BU-915: Testing Battery with EIS

New technologies often lead to “innovative blind spots,” and this is happening with electrification in batteries. Lithium-ion is a winning chemistry to store electrical energy but there is fear of failure that often starts in a faulty cell that propagates and engulfs the battery in fire. Such incidents are known with e-bike batteries and other devices.

Cadex is developing a technology that reads the electrochemical evidence of a battery with a frequency scan and displays the results in a Nyquist plot. Figure 1 demonstrates Nyquist plots taken from 100 high-quality 8650 Li-ion cells with Spectro Explore.

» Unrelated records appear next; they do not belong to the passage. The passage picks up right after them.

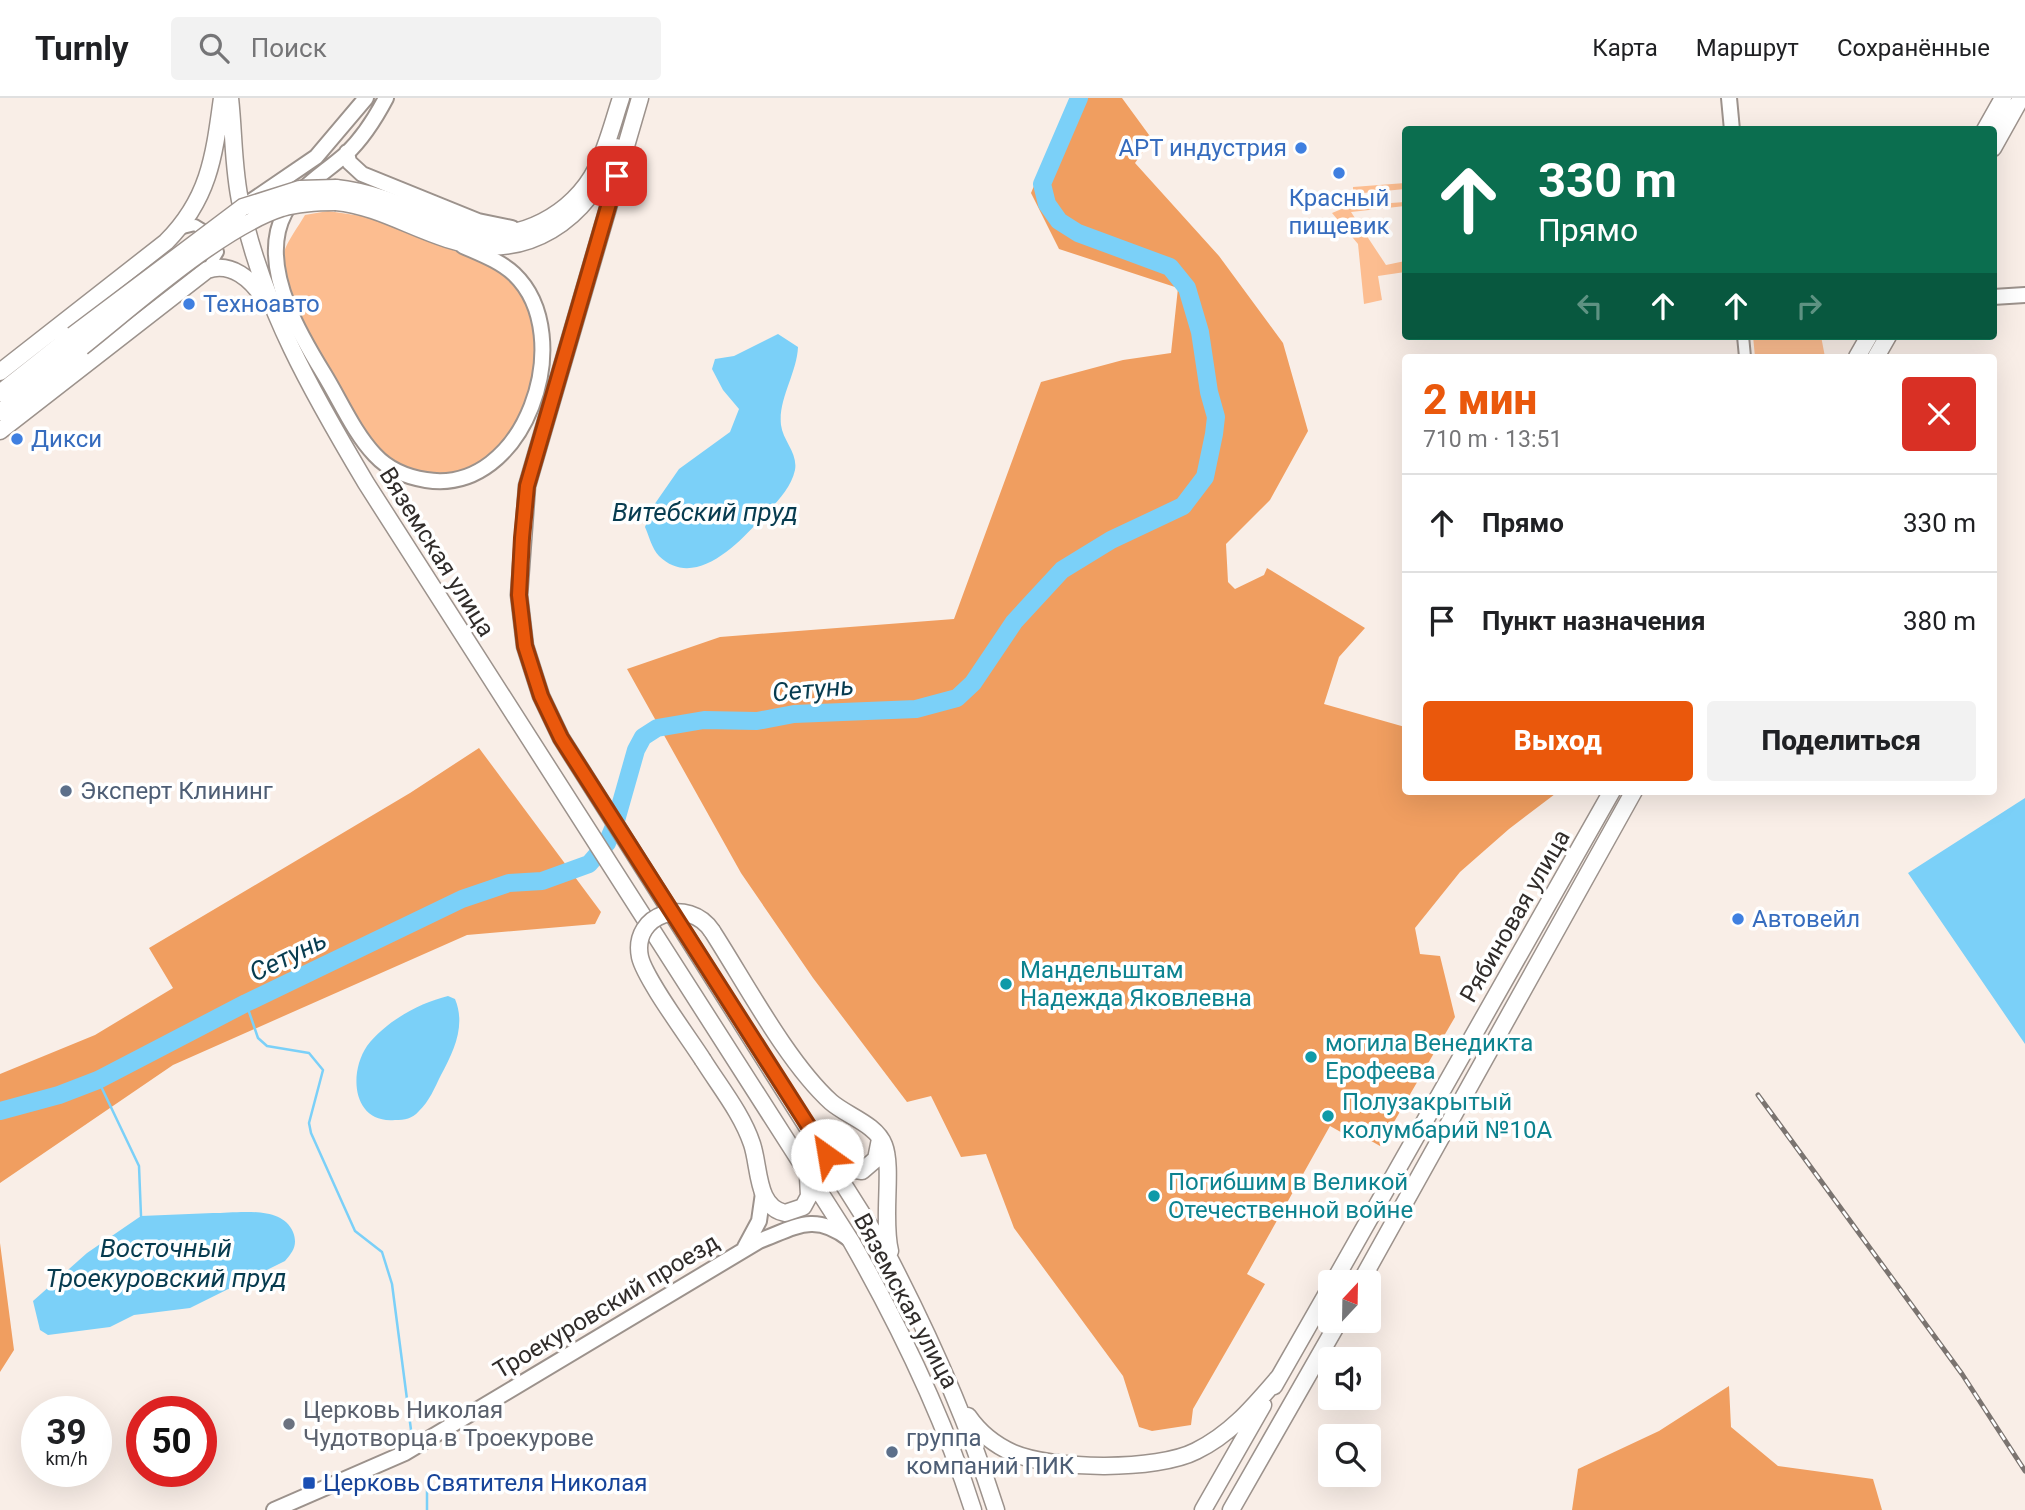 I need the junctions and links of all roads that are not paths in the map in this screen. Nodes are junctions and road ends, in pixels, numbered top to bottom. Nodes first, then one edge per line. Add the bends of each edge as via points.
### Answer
1 (222, 98) edge
2 (230, 98) edge
3 (366, 98) edge
4 (386, 98) edge
5 (634, 98) edge
6 (640, 98) edge
7 (1729, 98) edge
8 (2003, 98) edge
9 (2021, 98) edge
10 (619, 104) edge
11 (1732, 126) edge
12 (1987, 126) edge
13 (1997, 141) edge
14 (347, 152) junction
15 (336, 195) junction
16 (243, 207) junction
17 (183, 225) junction
18 (522, 230) junction
19 (449, 240) junction
20 (207, 270) junction
21 (2025, 295) edge
22 (1997, 297) edge
23 (273, 313) junction
24 (77, 341) junction
25 (0, 372) edge
26 (0, 393) edge
27 (0, 412) edge
28 (0, 431) edge
29 (1610, 795) edge
30 (1632, 795) edge
31 (880, 1137) junction
32 (827, 1155) junction
33 (806, 1168) junction
34 (767, 1200) junction
35 (803, 1207) junction
36 (789, 1218) junction
37 (812, 1223) junction
38 (759, 1241) junction
39 (851, 1241) junction
40 (741, 1251) junction
41 (894, 1268) junction
42 (1340, 1270) edge
43 (1367, 1270) edge
44 (1318, 1308) edge
45 (1332, 1334) edge
46 (1279, 1377) junction
47 (952, 1394) junction
48 (274, 1510) edge
49 (972, 1510) edge
50 (996, 1510) edge
51 (1203, 1510) edge
52 (1231, 1510) edge

1 - 17 main road via 210,173
2 - 23 main road, Вяземская улица via 240,201
3 - 16 street, bridge via 316,157
4 - 14 street
5 - 19 main road via 603,179 591,198 558,227 532,240 507,244
6 - 32 main road, Вяземская улица via 527,486 519,595 525,646 561,738
7 - 11 street
8 - 12 main road
9 - 13 main road
10 - 18 main road via 595,171 580,192 542,223
14 - 18 street via 349,162 362,174 478,221
14 - 19 street via 306,184 285,211 278,231 277,275 312,356 374,455 400,473 431,481 477,472 503,454 522,428 542,357 541,321 524,286 507,268
15 - 16 main road, bridge via 300,189
15 - 18 main road via 373,195 472,231
15 - 19 main road
15 - 24 main road, bridge via 250,223
16 - 24 main road, bridge
17 - 20 street via 195,225 214,236 218,252
17 - 25 main road
20 - 23 main road via 220,267 244,276
20 - 28 main road
21 - 22 street
23 - 33 main road, Вяземская улица via 366,483
24 - 26 main road
24 - 27 main road
29 - 42 main road, Рябиновая улица
30 - 43 main road, Рябиновая улица
31 - 32 main road via 876,1159 862,1171 843,1168
31 - 34 main road, bridge via 832,1103 801,1069 712,930 692,913 666,912 645,929 639,948 644,968 751,1141
31 - 41 main road via 887,1158 885,1218
32 - 41 main road, Вяземская улица
33 - 35 main road via 809,1188
33 - 39 main road, Вяземская улица
34 - 35 main road via 792,1213
34 - 36 street
34 - 38 street via 767,1226
34 - 40 street via 757,1230
35 - 36 street
36 - 37 street
36 - 38 street
37 - 38 street, Троекуровский проезд
37 - 39 street via 830,1227
38 - 40 street, Троекуровский проезд
39 - 49 main road, Вяземская улица via 907,1344
40 - 48 street, Троекуровский проезд via 405,1453
41 - 47 main road, Вяземская улица via 928,1332
44 - 46 main road
45 - 52 main road
46 - 47 main road via 1225,1434 1195,1452 1141,1465 1062,1464 1014,1454 971,1421
46 - 51 main road
47 - 50 main road, Вяземская улица via 977,1450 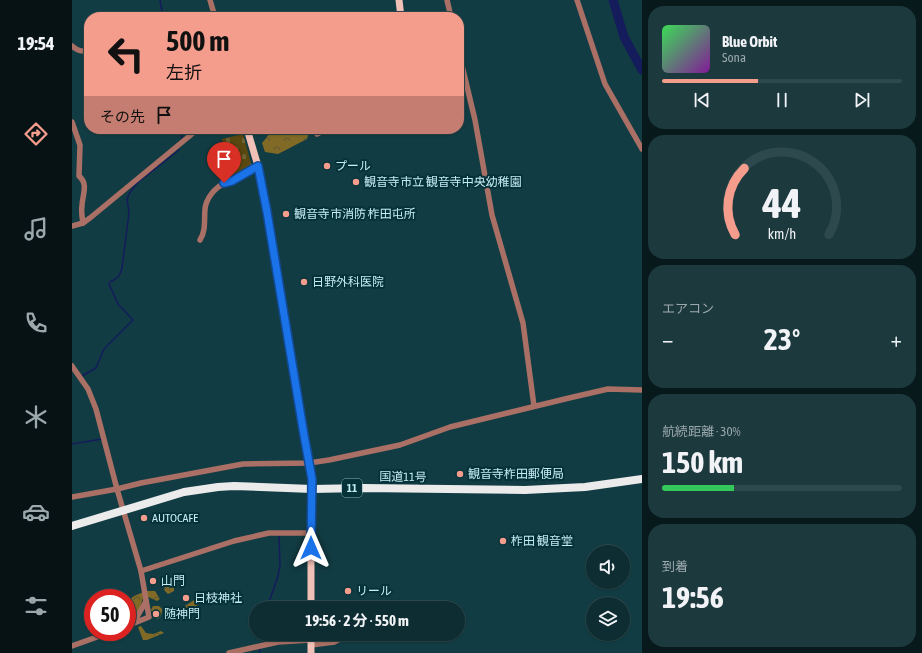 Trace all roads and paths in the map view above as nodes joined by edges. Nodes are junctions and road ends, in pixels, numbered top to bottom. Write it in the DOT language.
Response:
graph roads {
  1 [pos="210,0"];
  2 [pos="399,0"];
  3 [pos="447,0"];
  4 [pos="577,0"];
  5 [pos="214,12"];
  6 [pos="400,12"];
  7 [pos="450,12"];
  8 [pos="72,46"];
  9 [pos="84,51"];
  10 [pos="464,74"];
  11 [pos="72,122"];
  12 [pos="192,134"];
  13 [pos="248,134"];
  14 [pos="642,149"];
  15 [pos="258,166"];
  16 [pos="83,223"];
  17 [pos="72,226"];
  18 [pos="200,240"];
  19 [pos="73,369"];
  20 [pos="642,390"];
  21 [pos="534,406"];
  22 [pos="309,463"];
  23 [pos="640,479"];
  24 [pos="117,489"];
  25 [pos="312,489"];
  26 [pos="72,498"];
  27 [pos="123,510"];
  28 [pos="72,526"];
  29 [pos="311,533"];
  30 [pos="141,571"];
  31 [pos="146,600"];
  32 [pos="311,601"];
  33 [pos="136,618"];
  34 [pos="136,622"];
  35 [pos="86,641"];
  36 [pos="294,641"];
  37 [pos="311,641"];
  38 [pos="322,641"];
  39 [pos="336,641"];
  40 [pos="72,646"];
  41 [pos="229,653"];
  42 [pos="311,653"];
  1 -- 5 [label="street"];
  2 -- 6 [label="main road"];
  3 -- 7 [label="street"];
  4 -- 14 [label="street"];
  8 -- 9 [label="street"];
  10 -- 21 [label="street"];
  11 -- 16 [label="street"];
  12 -- 16 [label="street"];
  13 -- 15 [label="main road"];
  15 -- 18 [label="street"];
  15 -- 22 [label="main road"];
  16 -- 17 [label="street"];
  19 -- 24 [label="street"];
  20 -- 21 [label="street"];
  21 -- 22 [label="street"];
  22 -- 24 [label="street"];
  22 -- 25 [label="main road"];
  23 -- 25 [label="highway, 国道11号 / 11"];
  24 -- 26 [label="street"];
  24 -- 27 [label="street"];
  25 -- 27 [label="highway, 国道11号 / 11"];
  25 -- 29 [label="main road"];
  27 -- 28 [label="highway, 国道11号 / 11"];
  27 -- 30 [label="street"];
  29 -- 30 [label="street"];
  29 -- 32 [label="main road"];
  30 -- 31 [label="street"];
  31 -- 33 [label="street"];
  31 -- 34 [label="street"];
  35 -- 40 [label="street"];
  36 -- 41 [label="street"];
  37 -- 42 [label="main road"];
  38 -- 39 [label="street"];
}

**Figure 1**: Nyquist plots of 100 18650 cells for quality control. Test was done in a controlled environment

The Spectro Explorer services Li-ion and lead acid batteries from 3V to 48V with capacities of up to 300Ah. The test is minimally-invasive with a frequency scan from 2,000Hz down to 0.1Hz that takes about 30 seconds; longer for large batteries. Applications for the Explorer are quality control in manufacturing, examining uniformity of incoming batteries, and battery validation before shipment. Best results are achieved with preparations such as a prior full charge, followed by a short rest.

Dormant lead acid batteries develop sulfation, a deficiency that can be removed with exercise if the sulfation is soft. Hard sulfation that occurs during long dormancy at low charge can be permanent.

Primary lithium batteries also develop passivation while in storage as illustrated in BU-701: How to Prime Batteries (Figure 2). The passivation layer is removable with a brief discharge. These are added services that a Nyquist scan can discover.

**Figure 2**: Nyquist serves as golden sample with acceptance tolerances

What is a Nyquist Plot?

A Nyquist plot consists of a resistive reading (Real Z) that is positioned on the horizontal axis, and a reactive analysis placed on the vertical axis. The resulting signature reflecting battery characteristics is divided into migration at high frequency on the left of the scale; charge transfer in mid-range; and diffusion at low frequencies on the right.

Figure 2 illustrates a Nyquist plot serving as “golden sample” with adjustable pass/fail envelopes to set acceptance levels for quality control in manufacturing and performance check before deployment.

Figure 3 compares Nyquist plots with different battery performances, Figure 4 overlays a Nyquist plot of a good battery with one of low capacity and Figure 5 illustrates a battery with dendrite growth. Figure 6 compares Nyquist signature of aged lead acid batteries with sulfated packs. Unless otherwise noted all readings were taken at the Cadex labs in Canada and Germany.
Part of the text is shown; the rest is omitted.